Jacquard, Joseph-Marie (1752-1834) French Inventor, Textile Industry (Scientist)

Joseph-Marie Jacquard was an inventor whose innovation had much wider application than he had originally intended. He invented the Jacquard loom as a means of expediting the arduous task of hand-looming intricate patterns; instead, Jacquard programmed the pattern into a series of punch cards that symbolized the pattern through holes punched in the card. This hole functioned as a type of on/off switch, telling the loom whether or not to weave. This system of communicating with machines grew into the binary system of 0s and 1s, indicating to the machine whether to switch on or off, and lent itself perfectly to the use of transistors, which function as on/off switches. The binary system evolved into the most basic language of computers.

Jacquard was born in 1752 in Lyon, France. He apprenticed in several different trades— bookbinding, cutlery making, and type founding—before committing himself to the trade of weaving. Jacquard based this decision mostly on the fact that he had just inherited a small weaving business from his family. He entered the profession wholeheartedly, devoting himself to producing the most intricate and aesthetically pleasing designs. However, weaving these complex designs proved to be time-consuming, making the business a losing proposition. Jacquard’s weaving business failed, and he moved back to cutlery making, but his mind remained fixed on weaving.

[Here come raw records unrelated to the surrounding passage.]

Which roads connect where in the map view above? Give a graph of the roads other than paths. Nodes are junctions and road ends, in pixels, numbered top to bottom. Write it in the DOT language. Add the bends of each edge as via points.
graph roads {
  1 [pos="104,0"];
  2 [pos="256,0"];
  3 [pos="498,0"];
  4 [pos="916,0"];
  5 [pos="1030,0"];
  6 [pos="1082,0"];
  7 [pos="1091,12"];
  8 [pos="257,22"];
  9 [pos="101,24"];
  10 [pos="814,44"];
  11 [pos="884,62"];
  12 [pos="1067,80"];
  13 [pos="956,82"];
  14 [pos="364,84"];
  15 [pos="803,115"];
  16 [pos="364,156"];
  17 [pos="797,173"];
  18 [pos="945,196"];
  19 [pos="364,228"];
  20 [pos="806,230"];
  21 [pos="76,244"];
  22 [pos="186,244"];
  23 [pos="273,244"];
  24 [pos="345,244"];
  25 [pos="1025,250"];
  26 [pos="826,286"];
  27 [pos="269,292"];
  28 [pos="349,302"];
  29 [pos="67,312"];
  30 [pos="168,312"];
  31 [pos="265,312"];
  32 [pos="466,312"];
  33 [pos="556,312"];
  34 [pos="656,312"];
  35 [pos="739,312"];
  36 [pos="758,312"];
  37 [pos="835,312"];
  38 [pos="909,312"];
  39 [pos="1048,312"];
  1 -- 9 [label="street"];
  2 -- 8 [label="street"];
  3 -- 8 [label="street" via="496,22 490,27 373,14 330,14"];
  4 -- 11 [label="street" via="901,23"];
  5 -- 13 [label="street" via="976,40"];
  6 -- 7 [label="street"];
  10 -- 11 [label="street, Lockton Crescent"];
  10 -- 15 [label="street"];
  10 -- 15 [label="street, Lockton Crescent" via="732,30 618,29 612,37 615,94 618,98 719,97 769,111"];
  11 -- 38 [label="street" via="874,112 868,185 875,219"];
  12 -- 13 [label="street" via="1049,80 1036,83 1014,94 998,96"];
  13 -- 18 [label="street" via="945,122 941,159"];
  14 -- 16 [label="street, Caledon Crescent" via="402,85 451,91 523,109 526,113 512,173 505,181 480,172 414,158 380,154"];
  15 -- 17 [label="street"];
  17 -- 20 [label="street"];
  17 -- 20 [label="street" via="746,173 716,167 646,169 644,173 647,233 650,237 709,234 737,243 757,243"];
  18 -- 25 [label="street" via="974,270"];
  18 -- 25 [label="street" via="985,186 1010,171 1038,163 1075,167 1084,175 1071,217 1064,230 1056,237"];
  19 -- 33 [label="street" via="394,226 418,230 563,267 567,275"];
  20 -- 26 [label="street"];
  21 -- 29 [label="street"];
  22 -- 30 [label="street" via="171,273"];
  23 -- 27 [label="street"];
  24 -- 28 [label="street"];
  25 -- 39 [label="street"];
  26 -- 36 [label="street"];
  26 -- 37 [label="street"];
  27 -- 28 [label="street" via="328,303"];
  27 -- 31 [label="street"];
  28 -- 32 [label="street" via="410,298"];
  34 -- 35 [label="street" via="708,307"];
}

By 1801, Jacquard had devised a means of increasing the efficiency of the weaving process exponentially: by replacing the weaver with an automated system. Jacquard’s system relied on punch cards whose holes corresponded to weaving instructions. However, this system reduced the role of weavers in the weaving process from hand manufacturers to mere designers of a product manufactured by machine. Weavers of the day revolted against their potential obsolescence by destroying Jacquard looms, but once the technology became available, it was impossible to stay its growth into the position previously occupied by human workers. Not only did this invention help incite the Industrial Revolution, but it also presaged the technological revolution of more than a century later.

Between 1801 and 1804, Jacquard improved upon the design and construction of his looms as well as perfecting his punch-card system at the Paris Conservatoire des Arts et Metiers. His demonstration of the Jacquard loom and its attendant punch-card system in Paris in 1804 so impressed Napoleon that the dictator awarded Jacquard a medal, a patent, and a pension. By 1812, there were 11,000 Jacquard looms in France alone, and they were spreading into other countries.

Jacquard died in 1834, but the significance of his work lives on. His invention of the punch-card system acted as a harbinger of the advent of computers under the binary system. In fact, Charles Babbage, who theorized and built a calculating machine utilizing punch cards, had already realized this application in the 1830s. Though Jacquard’s invention was extremely progressive theoretically, its immediate practical implications were less positive, as the machine put many weavers out of work and foretold the future mechanization of the labor process.